Run & Scale
Scale-to-Zero

Scale-to-Zero

Scale-to-Zero allows you to automatically scale your Services using Standard CPU and GPU Instances down to zero when there is no incoming traffic. This feature allows you to optimize your costs by only paying for real compute usage.

⚠️
Note: Scale-to-Zero is currently in public preview.

To enable Scale-to-Zero on your Services, you need to use a Standard CPU or GPU Instance and set the minimum number of Instances to zero.

When your Service remains idle for a given period of time without receiving requests, it will automatically scale down your active Instances to zero and update your Deployment to the Sleeping status.

As soon as a new request is received, the Service wakes up and scaled up to at least one Instance or more depending on your autoscaling criteria.

How Scale-to-Zero works

Your Service will be scaled down to zero if all of the following conditions are met for a given period of time called idle period:

  • No traffic is received from the Internet.
  • No held connection (e.g. websocket or HTTP/2 stream) from the Internet to your Service.
  • No new deployment occurred.

Idle period

Standard CPU and GPU Instances default idle period is set to 5 minutes.

If your Organization is on the Pro, Scale, or Enterprise plan, you can override the default idle period based on your needs in your Service configuration according to the following values:

  • For organizations on the Pro plan: up to 6 hours
  • For organizations on the Scale or Enterprise plan: up to 12 hours

This can be useful for low-traffic applications with slow start times, such as some machine learning workloads.
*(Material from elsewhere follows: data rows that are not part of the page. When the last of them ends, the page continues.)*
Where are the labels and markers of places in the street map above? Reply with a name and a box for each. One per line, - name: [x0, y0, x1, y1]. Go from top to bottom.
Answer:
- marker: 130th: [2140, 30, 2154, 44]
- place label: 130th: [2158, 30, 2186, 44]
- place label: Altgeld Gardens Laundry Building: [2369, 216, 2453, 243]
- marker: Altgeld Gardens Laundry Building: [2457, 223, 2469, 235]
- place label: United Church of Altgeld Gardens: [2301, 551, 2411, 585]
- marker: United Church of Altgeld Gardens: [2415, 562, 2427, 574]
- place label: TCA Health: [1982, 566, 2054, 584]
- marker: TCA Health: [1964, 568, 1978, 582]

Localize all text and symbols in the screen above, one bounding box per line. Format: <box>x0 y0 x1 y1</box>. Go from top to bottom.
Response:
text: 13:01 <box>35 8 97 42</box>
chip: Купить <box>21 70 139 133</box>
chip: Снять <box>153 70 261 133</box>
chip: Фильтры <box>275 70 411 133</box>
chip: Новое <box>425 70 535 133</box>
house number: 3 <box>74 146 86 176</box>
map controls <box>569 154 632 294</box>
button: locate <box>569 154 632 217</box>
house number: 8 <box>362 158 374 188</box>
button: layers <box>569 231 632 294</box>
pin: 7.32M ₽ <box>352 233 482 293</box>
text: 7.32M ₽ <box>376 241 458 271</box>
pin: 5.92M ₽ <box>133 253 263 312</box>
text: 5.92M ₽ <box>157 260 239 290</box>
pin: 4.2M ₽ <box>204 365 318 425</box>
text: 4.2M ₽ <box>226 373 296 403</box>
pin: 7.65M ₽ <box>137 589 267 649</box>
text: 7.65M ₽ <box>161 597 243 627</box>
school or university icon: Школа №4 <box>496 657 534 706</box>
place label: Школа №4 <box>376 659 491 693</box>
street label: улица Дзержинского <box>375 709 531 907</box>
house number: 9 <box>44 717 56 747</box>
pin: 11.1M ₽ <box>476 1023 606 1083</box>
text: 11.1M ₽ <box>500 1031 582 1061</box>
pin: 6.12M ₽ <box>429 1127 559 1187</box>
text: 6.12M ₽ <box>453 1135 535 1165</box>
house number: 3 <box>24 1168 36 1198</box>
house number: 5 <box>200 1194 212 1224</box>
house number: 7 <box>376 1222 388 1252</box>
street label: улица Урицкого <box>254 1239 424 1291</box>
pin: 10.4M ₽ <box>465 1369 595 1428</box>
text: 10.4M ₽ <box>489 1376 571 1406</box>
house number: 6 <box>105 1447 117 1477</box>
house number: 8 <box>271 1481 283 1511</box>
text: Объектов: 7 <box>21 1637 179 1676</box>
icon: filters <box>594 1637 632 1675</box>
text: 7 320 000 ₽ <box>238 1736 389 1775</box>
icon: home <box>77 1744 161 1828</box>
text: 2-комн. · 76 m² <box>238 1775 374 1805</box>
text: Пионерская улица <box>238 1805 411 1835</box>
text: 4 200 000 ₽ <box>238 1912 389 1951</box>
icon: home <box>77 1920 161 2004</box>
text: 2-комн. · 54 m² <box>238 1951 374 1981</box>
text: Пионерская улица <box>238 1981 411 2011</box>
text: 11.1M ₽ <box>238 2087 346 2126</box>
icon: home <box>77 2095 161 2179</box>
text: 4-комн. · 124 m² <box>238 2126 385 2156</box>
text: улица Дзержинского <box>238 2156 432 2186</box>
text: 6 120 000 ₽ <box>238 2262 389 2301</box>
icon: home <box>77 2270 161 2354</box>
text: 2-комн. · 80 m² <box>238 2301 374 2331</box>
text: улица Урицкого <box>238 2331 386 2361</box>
The Koyeb Free Instance automatically scales down to zero when it doesn’t receive any traffic for 1 hour. Scale-to-zero on this Instance cannot be disabled, and the idle period cannot be customized.

When to use Scale-to-Zero

Scale-to-Zero is ideal for a wide range of use cases that involve handling intermittent traffic, like:

  • Inference Efficiency: Inference is compute intensive, you need high-performance GPUs to answer requests quickly, but you might only need them for a couple of minutes every few hours. Scale-to-Zero dramatically improves costs and efficiency for inferencing tasks with intermittent traffic, without infrastructure management.
  • Dedicated Services for Multi-Tenant SaaS and Platforms: Scale-to-Zero allows you to deploy dedicated and isolated services per tenant with controlled performance and costs. Operate fleets with thousands of services, paying only for real usage.
  • Infinite Development Environments: Software engineering teams need environments identical to production to run integration tests. Creating dozens of services to replicate your production is now cost-effective thanks to Scale-to-Zero and our automation tools (API, CLI, Terraform, Pulumi). Every developer in your team can have a full replica of the production setup, billed per second of usage.
  • Compute Efficiency: For apps with high CPU demands but intermittent traffic, Scale-to-Zero automatically optimizes your infrastructure and costs.
  • Global Deployments: Multi-region deployment can quickly become expensive. With Scale-to-Zero you can deploy globally without incurring a base fee for each additional region that you add.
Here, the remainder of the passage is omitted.